■ Your instructions:
Repeat the listing exactly as given, omitting every image.

■ Input data:
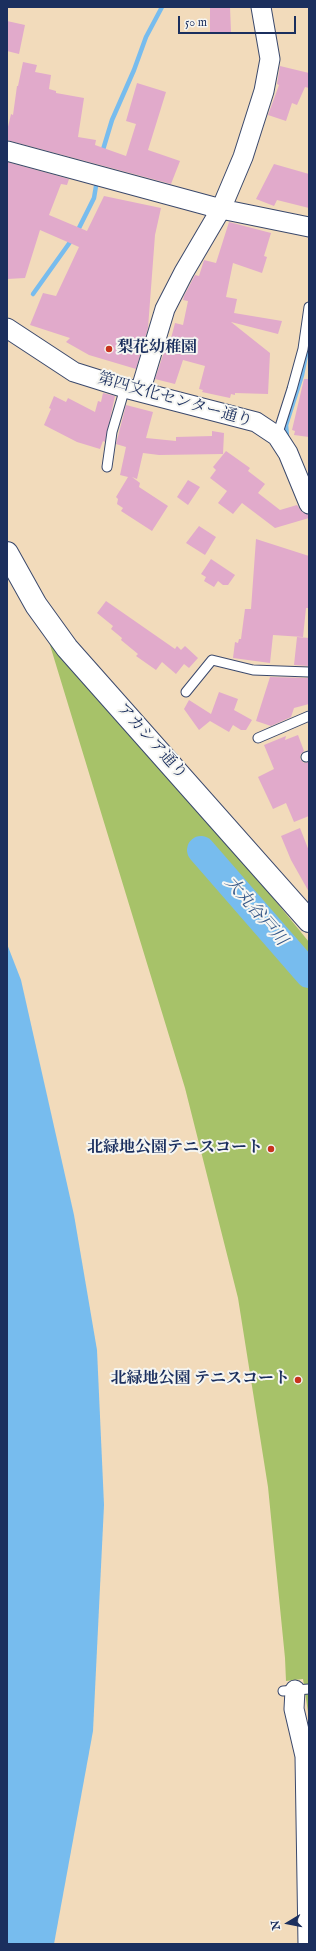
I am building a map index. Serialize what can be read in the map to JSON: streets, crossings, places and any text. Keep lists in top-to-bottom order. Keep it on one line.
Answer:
{"streets":{"street":["第四文化センター通り","アカシア通り"]},"water":["大丸谷戸川"],"places":["梨花幼稚園","北緑地公園テニスコート","北緑地公園 テニスコート"],"scale_bar":"50 m","north":"left"}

■ Task result:
I am building a map index. Serialize what can be read in the map to JSON: streets, crossings, places and any text. Keep lists in top-to-bottom order. Keep it on one line.
Answer:
{"streets":{"street":["第四文化センター通り","アカシア通り"]},"water":["大丸谷戸川"],"places":["梨花幼稚園","北緑地公園テニスコート","北緑地公園 テニスコート"],"scale_bar":"50 m","north":"left"}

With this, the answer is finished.